**Your instructions**
Could you repeat every line below exactly, skipping the images?

----

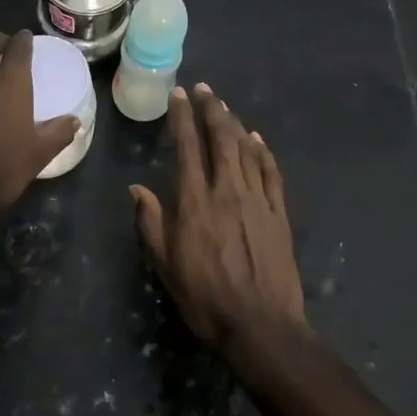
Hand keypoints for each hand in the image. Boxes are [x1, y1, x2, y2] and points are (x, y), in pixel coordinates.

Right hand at [131, 84, 306, 366]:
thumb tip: (137, 189)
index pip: (187, 148)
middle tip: (204, 90)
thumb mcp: (166, 266)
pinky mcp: (279, 213)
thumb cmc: (206, 299)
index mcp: (195, 203)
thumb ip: (151, 223)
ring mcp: (257, 200)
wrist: (262, 324)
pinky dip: (262, 151)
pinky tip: (257, 139)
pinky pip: (271, 172)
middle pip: (221, 139)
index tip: (178, 95)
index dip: (182, 118)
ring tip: (224, 107)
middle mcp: (227, 192)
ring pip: (246, 150)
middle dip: (211, 110)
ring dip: (234, 124)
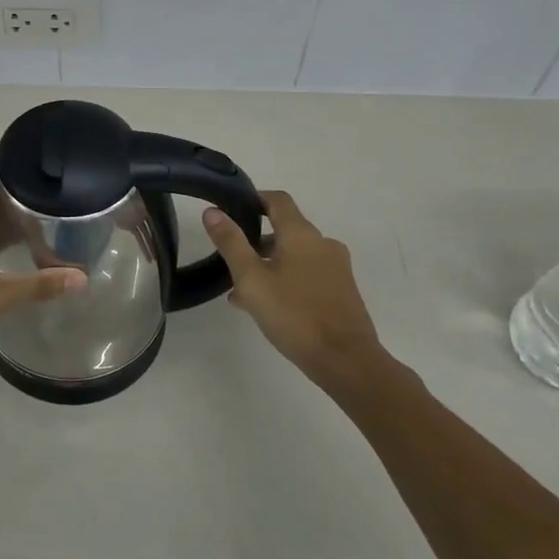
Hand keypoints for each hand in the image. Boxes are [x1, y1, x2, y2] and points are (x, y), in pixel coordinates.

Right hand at [204, 190, 383, 388]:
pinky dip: (286, 281)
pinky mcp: (342, 292)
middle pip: (286, 230)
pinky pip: (307, 275)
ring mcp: (336, 268)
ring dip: (269, 266)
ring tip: (242, 292)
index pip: (278, 200)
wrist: (346, 360)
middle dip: (257, 241)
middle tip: (231, 260)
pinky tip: (267, 307)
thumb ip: (231, 243)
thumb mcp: (251, 279)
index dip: (255, 199)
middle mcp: (323, 244)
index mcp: (302, 234)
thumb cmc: (294, 314)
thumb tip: (213, 212)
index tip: (233, 208)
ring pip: (295, 257)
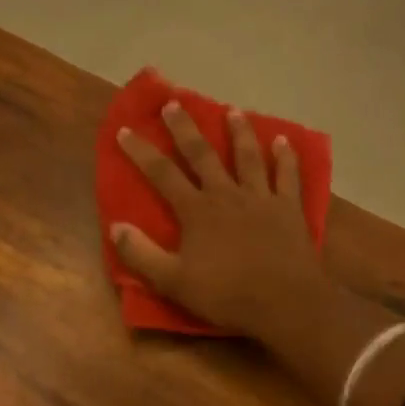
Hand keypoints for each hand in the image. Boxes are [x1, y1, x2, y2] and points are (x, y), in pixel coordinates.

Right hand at [114, 102, 333, 341]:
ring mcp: (261, 198)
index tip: (124, 130)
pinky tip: (285, 141)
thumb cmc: (227, 294)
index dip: (140, 152)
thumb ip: (142, 254)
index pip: (162, 174)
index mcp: (197, 211)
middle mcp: (226, 194)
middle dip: (185, 128)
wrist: (285, 302)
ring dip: (239, 132)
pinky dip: (286, 157)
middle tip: (174, 103)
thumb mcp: (173, 281)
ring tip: (232, 110)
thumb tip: (115, 226)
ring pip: (247, 156)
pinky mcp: (289, 208)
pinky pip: (288, 175)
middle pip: (202, 154)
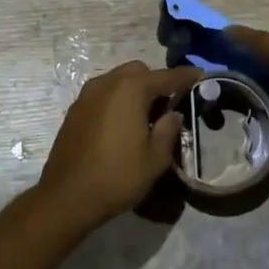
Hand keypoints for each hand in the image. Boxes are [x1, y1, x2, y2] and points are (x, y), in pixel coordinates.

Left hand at [36, 62, 202, 231]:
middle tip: (170, 104)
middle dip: (157, 82)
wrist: (67, 197)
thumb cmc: (117, 176)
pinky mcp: (75, 110)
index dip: (186, 76)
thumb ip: (169, 129)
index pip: (166, 76)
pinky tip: (123, 124)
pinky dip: (117, 100)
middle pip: (139, 71)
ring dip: (135, 90)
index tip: (201, 76)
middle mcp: (107, 83)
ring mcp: (87, 95)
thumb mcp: (155, 158)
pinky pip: (103, 94)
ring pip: (118, 80)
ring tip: (146, 116)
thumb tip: (173, 113)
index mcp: (131, 89)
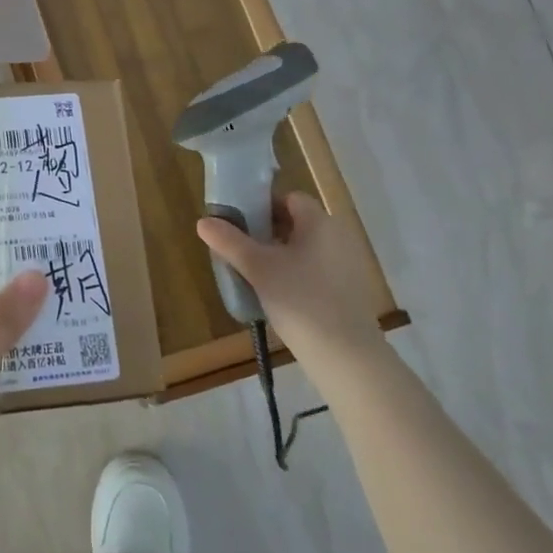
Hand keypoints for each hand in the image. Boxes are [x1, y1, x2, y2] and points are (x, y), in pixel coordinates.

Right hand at [196, 193, 389, 368]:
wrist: (345, 354)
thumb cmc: (299, 300)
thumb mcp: (257, 268)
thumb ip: (229, 242)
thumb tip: (204, 221)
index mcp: (319, 222)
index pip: (289, 198)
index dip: (262, 205)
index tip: (239, 223)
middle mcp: (338, 236)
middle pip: (297, 222)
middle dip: (266, 232)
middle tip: (240, 249)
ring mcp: (347, 264)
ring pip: (305, 248)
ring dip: (279, 254)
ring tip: (254, 274)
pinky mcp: (348, 290)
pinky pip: (316, 269)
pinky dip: (296, 274)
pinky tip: (278, 295)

----

**Your solution**
Hand keypoints for each hand in the image. Boxes are [x1, y1, x2, y2] and points are (x, y), in pixel coordinates.

Right hand at [131, 84, 306, 366]:
thumb tip: (137, 189)
index pip: (187, 148)
middle tip: (204, 90)
thumb mcp: (166, 266)
pinky mcp: (279, 213)
thumb cmc: (206, 299)
index mcp: (195, 203)
thumb ip: (151, 223)
ring mcp: (257, 200)
wrist: (262, 324)
pinky dip: (262, 151)
pinky tip: (257, 139)
pinky pip: (271, 172)
middle pip: (221, 139)
index tip: (178, 95)
index dip: (182, 118)
ring tip: (224, 107)
middle mcp: (227, 192)
ring pip: (246, 150)
middle dip: (211, 110)
ring dip: (234, 124)
Hand keypoints for each hand in the image. Boxes are [x1, y1, x2, y2] and points are (x, y), in pixel coordinates.

Right hand at [204, 190, 383, 388]:
pinky dip: (286, 281)
pinky mcp: (342, 292)
middle pip: (286, 230)
pinky pip: (307, 275)
ring mcp: (336, 268)
ring dip: (269, 266)
ring tip: (242, 292)
index pip: (278, 200)
wrist: (346, 360)
middle dip: (257, 241)
middle tip: (231, 260)
pinky tip: (267, 307)
thumb ip: (231, 243)
thumb mcp: (251, 279)
index dip: (255, 199)
middle mcp: (323, 244)
index mcp: (302, 234)
thumb cmc: (294, 314)
thumb tip: (213, 212)
index tip: (233, 208)
ring pip: (295, 257)
Hand keypoints for each hand in the image. Boxes are [x1, y1, x2, y2] and points are (x, y), in pixel coordinates.

Right hand at [114, 102, 333, 341]:
ring mcp: (261, 198)
index tip: (124, 130)
pinky tip: (285, 141)
thumb cmc: (227, 294)
index dip: (140, 152)
thumb ip: (142, 254)
index pip: (162, 174)
index mcp: (197, 211)
middle mcp: (226, 194)
middle dip: (185, 128)
wrist: (285, 302)
ring dip: (239, 132)
pinky dip: (286, 157)
middle tip: (174, 103)
thumb mcp: (173, 281)
ring tip: (232, 110)
thumb tip: (115, 226)
ring pip: (247, 156)
pinky mcp: (289, 208)
pinky pip: (288, 175)
middle pip: (202, 154)
Hand keypoints for each hand in the image. Boxes are [x1, y1, x2, y2] and points are (x, y), in pixel coordinates.

Left hand at [36, 62, 202, 231]:
middle tip: (170, 104)
middle dip: (157, 82)
wrist: (67, 197)
thumb cmc: (117, 176)
pinky mcp: (75, 110)
index dip: (186, 76)
thumb ip: (169, 129)
index pip: (166, 76)
pinky tip: (123, 124)
pinky dip: (117, 100)
middle pip: (139, 71)
ring dip: (135, 90)
index tip: (201, 76)
middle mcp: (107, 83)
ring mcp: (87, 95)
thumb mcp: (155, 158)
pinky pip: (103, 94)
ring pip: (118, 80)
ring tip: (146, 116)
thumb tip: (173, 113)
index mcp: (131, 89)
Hand keypoints for each hand in the image. Boxes are [x1, y1, x2, y2] and points are (x, y), in pixel coordinates.

Right hand at [196, 193, 389, 368]:
wrist: (345, 354)
thumb cmc: (299, 300)
thumb mcp: (257, 268)
thumb ip: (229, 242)
thumb tip: (204, 221)
index mcp: (319, 222)
index pip: (289, 198)
index dip: (262, 205)
index tip: (239, 223)
middle mcp: (338, 236)
middle pip: (297, 222)
middle dip: (266, 232)
middle tip: (240, 249)
ring mcp: (347, 264)
ring pip: (305, 248)
ring dip: (279, 254)
ring tip: (254, 274)
pinky mcp: (348, 290)
pinky pip: (316, 269)
pinky dip: (296, 274)
pinky tip: (278, 295)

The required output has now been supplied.